» **Exercise brief**: Wherever the word "roads" occurs in the lines below, copy the whole line.

────

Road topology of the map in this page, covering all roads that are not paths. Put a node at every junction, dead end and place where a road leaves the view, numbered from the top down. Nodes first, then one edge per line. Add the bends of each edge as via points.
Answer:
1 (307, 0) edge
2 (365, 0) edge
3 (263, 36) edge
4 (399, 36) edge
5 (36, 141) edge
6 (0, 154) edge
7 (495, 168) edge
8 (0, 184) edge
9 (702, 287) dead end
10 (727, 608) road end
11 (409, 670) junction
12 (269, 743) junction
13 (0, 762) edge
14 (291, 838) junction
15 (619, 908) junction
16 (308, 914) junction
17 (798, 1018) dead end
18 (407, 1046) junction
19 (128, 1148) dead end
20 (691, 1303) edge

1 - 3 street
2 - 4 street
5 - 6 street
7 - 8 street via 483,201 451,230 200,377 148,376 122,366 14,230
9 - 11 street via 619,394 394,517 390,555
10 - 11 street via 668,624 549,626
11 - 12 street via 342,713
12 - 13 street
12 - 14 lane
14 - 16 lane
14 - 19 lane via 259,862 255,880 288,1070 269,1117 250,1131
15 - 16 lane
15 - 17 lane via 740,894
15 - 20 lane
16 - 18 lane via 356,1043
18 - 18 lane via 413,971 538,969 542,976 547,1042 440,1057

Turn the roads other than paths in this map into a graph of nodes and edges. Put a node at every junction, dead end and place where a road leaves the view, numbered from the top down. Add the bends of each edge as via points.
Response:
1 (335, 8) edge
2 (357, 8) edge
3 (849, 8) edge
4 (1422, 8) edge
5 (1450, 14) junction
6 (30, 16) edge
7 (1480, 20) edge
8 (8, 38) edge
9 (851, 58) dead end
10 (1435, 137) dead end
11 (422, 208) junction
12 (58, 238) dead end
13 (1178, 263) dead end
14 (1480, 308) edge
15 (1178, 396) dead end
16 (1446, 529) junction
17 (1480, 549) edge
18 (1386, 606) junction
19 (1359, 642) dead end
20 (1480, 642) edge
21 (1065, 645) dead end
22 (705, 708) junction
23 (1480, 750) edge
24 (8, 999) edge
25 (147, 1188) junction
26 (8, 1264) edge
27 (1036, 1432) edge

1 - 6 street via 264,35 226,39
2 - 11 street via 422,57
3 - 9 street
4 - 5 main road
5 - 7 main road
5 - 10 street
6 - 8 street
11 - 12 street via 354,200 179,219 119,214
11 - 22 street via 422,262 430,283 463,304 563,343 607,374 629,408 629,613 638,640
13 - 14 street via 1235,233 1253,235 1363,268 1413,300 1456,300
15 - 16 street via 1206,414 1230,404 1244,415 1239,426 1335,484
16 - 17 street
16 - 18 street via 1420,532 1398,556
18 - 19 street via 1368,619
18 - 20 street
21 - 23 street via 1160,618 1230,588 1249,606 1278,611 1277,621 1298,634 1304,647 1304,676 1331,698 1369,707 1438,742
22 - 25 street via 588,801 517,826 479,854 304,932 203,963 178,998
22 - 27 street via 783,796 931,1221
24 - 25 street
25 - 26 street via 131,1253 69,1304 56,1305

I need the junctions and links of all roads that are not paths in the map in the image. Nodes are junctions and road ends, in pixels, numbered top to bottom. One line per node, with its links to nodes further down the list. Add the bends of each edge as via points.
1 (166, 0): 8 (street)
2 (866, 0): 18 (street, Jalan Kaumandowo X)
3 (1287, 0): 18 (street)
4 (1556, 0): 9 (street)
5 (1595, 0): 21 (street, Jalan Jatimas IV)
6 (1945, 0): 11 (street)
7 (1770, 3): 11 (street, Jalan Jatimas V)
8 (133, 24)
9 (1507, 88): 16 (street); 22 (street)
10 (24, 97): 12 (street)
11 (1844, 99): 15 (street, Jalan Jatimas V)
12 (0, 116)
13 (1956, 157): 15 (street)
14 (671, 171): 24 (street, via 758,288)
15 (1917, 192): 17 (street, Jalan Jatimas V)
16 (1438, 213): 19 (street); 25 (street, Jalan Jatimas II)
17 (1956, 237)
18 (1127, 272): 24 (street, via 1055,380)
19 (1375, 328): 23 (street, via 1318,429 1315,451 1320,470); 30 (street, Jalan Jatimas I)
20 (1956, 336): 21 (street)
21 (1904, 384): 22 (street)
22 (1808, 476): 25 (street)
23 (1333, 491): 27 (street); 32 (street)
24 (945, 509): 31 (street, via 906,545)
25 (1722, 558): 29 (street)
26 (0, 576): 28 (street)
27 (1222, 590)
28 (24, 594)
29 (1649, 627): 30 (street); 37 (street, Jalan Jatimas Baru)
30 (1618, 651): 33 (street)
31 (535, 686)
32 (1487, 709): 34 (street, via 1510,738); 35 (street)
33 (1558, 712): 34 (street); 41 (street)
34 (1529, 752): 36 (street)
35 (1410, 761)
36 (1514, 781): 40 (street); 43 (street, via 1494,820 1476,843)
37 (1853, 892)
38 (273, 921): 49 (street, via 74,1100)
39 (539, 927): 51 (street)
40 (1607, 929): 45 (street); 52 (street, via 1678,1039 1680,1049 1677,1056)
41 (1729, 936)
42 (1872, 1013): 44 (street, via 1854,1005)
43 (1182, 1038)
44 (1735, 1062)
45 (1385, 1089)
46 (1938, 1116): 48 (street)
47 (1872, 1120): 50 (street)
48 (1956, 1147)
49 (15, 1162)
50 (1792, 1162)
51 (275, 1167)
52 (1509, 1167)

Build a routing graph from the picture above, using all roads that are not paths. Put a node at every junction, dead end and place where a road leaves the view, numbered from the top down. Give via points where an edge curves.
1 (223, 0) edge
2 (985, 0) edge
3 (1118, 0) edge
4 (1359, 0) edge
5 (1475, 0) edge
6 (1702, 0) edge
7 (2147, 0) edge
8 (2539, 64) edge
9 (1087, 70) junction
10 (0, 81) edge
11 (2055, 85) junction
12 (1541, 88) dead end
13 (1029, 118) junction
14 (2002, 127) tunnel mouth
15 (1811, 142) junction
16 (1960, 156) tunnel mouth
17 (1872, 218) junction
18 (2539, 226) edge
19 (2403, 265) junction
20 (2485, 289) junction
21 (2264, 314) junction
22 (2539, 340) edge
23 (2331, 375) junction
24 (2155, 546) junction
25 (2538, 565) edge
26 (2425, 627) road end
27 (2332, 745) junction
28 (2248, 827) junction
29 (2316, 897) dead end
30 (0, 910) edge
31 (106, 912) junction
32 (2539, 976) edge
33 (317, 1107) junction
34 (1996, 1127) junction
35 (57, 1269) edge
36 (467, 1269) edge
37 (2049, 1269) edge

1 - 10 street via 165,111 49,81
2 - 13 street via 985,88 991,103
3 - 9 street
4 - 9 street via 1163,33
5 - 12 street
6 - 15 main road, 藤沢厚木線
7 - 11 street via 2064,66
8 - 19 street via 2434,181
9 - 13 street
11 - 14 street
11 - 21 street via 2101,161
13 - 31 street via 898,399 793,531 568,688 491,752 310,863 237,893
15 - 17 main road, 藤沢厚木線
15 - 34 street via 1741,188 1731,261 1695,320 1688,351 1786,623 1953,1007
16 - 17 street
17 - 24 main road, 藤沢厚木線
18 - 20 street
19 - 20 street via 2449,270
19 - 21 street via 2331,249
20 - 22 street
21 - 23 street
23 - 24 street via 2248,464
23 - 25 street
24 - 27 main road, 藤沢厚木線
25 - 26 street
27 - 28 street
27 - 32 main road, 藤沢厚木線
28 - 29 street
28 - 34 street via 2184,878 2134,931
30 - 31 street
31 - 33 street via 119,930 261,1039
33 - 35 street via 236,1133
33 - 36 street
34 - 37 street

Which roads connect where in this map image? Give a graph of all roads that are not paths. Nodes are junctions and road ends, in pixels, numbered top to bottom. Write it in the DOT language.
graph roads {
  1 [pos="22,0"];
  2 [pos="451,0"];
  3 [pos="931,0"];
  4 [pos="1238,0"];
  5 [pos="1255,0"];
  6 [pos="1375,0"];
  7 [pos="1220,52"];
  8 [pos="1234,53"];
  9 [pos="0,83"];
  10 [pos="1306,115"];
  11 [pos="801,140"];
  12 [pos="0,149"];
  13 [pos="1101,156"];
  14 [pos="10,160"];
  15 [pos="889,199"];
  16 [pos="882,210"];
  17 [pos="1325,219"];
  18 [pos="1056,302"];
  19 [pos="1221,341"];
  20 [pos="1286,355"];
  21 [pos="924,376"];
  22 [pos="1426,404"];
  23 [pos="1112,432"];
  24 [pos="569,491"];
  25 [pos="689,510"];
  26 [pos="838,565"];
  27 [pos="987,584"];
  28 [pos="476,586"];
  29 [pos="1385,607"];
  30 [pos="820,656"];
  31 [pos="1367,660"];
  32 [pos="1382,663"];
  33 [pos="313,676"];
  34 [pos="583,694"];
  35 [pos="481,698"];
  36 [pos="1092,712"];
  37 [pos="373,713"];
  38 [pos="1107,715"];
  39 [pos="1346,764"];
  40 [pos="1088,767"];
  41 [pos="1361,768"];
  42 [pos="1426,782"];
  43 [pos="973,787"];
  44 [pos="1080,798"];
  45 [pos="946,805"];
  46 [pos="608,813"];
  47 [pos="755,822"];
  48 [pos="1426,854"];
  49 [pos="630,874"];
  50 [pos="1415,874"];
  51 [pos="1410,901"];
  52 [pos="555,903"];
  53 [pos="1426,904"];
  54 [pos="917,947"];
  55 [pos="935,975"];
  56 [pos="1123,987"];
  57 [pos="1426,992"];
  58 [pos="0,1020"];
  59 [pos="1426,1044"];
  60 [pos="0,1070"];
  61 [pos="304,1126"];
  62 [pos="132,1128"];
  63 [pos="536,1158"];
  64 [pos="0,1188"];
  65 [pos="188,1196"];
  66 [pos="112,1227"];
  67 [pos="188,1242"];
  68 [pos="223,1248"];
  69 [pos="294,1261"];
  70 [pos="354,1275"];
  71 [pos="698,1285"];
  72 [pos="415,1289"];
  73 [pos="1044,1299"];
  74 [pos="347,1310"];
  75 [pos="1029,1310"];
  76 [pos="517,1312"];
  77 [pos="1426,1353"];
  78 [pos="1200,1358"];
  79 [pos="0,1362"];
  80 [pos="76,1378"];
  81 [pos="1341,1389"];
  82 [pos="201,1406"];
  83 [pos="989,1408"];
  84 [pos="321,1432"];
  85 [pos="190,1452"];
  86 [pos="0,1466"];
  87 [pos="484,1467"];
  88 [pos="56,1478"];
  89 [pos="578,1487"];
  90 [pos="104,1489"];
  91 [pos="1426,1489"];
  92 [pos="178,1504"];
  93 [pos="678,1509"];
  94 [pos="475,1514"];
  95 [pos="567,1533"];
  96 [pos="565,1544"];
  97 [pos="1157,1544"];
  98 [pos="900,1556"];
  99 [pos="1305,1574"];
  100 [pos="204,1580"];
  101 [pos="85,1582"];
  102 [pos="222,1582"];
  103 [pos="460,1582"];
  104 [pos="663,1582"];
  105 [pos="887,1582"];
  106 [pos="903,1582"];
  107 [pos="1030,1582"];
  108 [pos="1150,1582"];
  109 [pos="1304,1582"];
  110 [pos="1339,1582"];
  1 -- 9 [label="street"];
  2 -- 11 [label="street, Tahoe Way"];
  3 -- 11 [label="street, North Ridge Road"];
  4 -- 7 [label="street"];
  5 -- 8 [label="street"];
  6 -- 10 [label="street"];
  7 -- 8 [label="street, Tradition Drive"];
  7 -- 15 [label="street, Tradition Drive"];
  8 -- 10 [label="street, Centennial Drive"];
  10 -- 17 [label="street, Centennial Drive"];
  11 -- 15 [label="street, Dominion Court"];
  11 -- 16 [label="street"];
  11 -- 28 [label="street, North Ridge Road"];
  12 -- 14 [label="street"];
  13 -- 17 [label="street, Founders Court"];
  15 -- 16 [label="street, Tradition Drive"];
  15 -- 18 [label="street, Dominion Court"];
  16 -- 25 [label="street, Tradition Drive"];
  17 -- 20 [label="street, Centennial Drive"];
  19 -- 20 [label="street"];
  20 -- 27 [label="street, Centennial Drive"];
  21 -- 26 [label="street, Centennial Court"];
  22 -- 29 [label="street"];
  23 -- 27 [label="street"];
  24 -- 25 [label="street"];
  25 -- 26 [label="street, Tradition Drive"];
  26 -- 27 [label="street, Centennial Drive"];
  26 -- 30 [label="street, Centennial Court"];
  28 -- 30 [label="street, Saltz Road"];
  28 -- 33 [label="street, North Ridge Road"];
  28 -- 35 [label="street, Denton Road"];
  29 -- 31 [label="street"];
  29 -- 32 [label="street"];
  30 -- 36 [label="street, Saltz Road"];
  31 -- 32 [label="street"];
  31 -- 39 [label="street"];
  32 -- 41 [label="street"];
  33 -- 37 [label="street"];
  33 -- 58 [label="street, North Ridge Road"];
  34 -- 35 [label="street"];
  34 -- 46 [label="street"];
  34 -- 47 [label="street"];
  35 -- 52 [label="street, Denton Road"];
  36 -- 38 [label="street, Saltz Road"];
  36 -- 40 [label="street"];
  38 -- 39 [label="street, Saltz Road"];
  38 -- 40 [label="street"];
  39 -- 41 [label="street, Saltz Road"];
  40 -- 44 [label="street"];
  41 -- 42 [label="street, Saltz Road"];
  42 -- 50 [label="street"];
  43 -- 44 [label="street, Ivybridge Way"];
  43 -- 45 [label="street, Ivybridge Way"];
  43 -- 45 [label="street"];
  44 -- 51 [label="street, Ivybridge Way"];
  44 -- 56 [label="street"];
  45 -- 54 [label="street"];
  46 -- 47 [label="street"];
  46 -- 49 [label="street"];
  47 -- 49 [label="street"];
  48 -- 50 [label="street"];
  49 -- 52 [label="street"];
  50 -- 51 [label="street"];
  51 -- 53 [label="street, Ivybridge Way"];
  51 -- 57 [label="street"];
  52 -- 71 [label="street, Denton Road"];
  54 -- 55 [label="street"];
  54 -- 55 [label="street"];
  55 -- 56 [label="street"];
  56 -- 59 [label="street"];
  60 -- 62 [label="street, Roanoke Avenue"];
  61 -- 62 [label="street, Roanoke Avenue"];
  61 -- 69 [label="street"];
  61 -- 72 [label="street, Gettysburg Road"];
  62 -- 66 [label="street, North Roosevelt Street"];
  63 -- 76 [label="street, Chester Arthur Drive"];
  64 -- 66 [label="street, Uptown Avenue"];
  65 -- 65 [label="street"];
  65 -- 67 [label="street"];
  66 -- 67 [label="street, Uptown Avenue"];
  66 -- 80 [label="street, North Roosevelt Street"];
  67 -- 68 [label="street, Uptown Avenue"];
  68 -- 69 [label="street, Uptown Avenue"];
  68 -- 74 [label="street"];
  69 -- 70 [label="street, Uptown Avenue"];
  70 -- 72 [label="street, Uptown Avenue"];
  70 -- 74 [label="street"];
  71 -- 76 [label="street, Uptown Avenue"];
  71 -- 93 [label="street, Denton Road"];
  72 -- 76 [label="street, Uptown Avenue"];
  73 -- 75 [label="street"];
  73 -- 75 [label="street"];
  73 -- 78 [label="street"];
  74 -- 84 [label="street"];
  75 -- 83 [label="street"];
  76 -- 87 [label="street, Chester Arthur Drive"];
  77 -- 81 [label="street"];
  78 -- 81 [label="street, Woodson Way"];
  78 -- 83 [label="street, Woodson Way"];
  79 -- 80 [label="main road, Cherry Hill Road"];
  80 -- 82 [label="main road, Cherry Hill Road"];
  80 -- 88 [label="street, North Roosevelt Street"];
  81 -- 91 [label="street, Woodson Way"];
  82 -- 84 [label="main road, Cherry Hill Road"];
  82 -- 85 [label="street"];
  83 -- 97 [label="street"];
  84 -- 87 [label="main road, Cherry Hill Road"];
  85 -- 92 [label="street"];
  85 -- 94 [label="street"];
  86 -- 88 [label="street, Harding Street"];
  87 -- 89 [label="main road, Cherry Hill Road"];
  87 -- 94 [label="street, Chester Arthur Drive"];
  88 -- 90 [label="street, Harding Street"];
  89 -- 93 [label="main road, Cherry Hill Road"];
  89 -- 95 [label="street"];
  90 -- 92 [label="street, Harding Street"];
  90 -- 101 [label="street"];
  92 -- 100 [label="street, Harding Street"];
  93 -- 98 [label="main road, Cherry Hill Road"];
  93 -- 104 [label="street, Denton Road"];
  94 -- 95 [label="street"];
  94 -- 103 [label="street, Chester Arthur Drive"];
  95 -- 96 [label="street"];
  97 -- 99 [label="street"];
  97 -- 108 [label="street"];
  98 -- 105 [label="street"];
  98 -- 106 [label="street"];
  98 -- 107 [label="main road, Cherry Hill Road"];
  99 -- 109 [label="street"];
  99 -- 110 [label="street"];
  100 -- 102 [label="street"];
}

────

» **Answer to this exercise**:
Road topology of the map in this page, covering all roads that are not paths. Put a node at every junction, dead end and place where a road leaves the view, numbered from the top down. Nodes first, then one edge per line. Add the bends of each edge as via points.
Turn the roads other than paths in this map into a graph of nodes and edges. Put a node at every junction, dead end and place where a road leaves the view, numbered from the top down. Add the bends of each edge as via points.
I need the junctions and links of all roads that are not paths in the map in the image. Nodes are junctions and road ends, in pixels, numbered top to bottom. One line per node, with its links to nodes further down the list. Add the bends of each edge as via points.
Build a routing graph from the picture above, using all roads that are not paths. Put a node at every junction, dead end and place where a road leaves the view, numbered from the top down. Give via points where an edge curves.
Which roads connect where in this map image? Give a graph of all roads that are not paths. Nodes are junctions and road ends, in pixels, numbered top to bottom. Write it in the DOT language.
graph roads {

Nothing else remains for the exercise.